● Task description
Looking through the listing below, state how many lines have the word "Hornsgatan" in them. Only the number should be given.

● Data extracts
== Segment start ==
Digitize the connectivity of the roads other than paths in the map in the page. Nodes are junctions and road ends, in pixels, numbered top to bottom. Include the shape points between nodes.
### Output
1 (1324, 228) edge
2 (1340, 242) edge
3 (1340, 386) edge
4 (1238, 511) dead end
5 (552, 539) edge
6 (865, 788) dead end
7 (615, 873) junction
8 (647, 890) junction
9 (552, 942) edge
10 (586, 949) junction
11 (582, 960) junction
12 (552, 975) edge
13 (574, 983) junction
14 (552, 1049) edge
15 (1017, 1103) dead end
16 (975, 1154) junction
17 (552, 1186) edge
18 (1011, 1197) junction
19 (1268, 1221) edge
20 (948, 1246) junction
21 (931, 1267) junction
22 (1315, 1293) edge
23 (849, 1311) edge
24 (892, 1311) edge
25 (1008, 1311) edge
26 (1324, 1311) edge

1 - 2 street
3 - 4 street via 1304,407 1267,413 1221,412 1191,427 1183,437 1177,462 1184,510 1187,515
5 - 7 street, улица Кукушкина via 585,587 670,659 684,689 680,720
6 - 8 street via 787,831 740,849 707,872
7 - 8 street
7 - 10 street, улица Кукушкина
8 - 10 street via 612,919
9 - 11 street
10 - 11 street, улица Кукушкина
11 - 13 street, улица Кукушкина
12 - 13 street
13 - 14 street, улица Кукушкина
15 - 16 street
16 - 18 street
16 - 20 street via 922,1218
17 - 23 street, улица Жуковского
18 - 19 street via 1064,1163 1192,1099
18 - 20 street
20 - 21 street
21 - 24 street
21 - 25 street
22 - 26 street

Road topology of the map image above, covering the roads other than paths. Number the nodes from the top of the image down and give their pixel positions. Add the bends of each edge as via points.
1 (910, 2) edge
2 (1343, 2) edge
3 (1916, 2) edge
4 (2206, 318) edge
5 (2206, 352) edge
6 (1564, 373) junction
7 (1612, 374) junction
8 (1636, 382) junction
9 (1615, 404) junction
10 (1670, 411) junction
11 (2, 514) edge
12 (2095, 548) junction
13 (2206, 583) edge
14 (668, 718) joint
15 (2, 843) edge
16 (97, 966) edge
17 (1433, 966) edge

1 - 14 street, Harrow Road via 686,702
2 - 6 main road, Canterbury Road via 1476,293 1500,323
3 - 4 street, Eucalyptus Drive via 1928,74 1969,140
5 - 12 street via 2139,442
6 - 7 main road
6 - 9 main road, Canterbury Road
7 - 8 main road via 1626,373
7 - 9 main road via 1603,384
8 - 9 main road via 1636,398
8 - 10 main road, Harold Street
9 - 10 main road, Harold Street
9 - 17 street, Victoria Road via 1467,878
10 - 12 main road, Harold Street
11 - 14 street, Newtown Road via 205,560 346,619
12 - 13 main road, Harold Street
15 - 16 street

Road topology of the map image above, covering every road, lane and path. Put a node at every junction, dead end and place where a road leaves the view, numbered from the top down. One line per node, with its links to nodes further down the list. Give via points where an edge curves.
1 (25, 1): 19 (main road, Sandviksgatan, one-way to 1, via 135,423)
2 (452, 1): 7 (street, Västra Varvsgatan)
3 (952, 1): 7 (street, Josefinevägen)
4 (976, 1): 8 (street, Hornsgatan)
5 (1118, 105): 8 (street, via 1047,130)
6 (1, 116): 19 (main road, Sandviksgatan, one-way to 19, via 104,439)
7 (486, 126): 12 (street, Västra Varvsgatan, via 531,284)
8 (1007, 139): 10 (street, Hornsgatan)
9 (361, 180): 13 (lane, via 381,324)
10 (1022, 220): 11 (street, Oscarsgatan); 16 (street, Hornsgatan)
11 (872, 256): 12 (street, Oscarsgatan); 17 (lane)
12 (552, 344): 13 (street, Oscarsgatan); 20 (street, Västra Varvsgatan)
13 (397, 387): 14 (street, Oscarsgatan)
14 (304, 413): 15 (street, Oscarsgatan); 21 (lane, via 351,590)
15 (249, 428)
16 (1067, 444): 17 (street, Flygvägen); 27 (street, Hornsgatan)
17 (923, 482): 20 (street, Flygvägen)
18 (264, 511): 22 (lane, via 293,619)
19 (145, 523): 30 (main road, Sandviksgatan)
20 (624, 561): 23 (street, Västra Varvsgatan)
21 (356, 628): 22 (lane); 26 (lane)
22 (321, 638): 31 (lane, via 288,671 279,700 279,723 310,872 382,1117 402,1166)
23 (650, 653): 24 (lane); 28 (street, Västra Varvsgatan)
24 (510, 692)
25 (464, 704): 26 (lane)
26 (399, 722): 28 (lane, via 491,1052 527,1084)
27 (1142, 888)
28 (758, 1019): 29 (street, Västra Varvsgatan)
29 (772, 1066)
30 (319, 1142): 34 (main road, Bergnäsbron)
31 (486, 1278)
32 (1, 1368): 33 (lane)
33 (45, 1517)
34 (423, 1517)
== Segment end ==
● Expected answer
4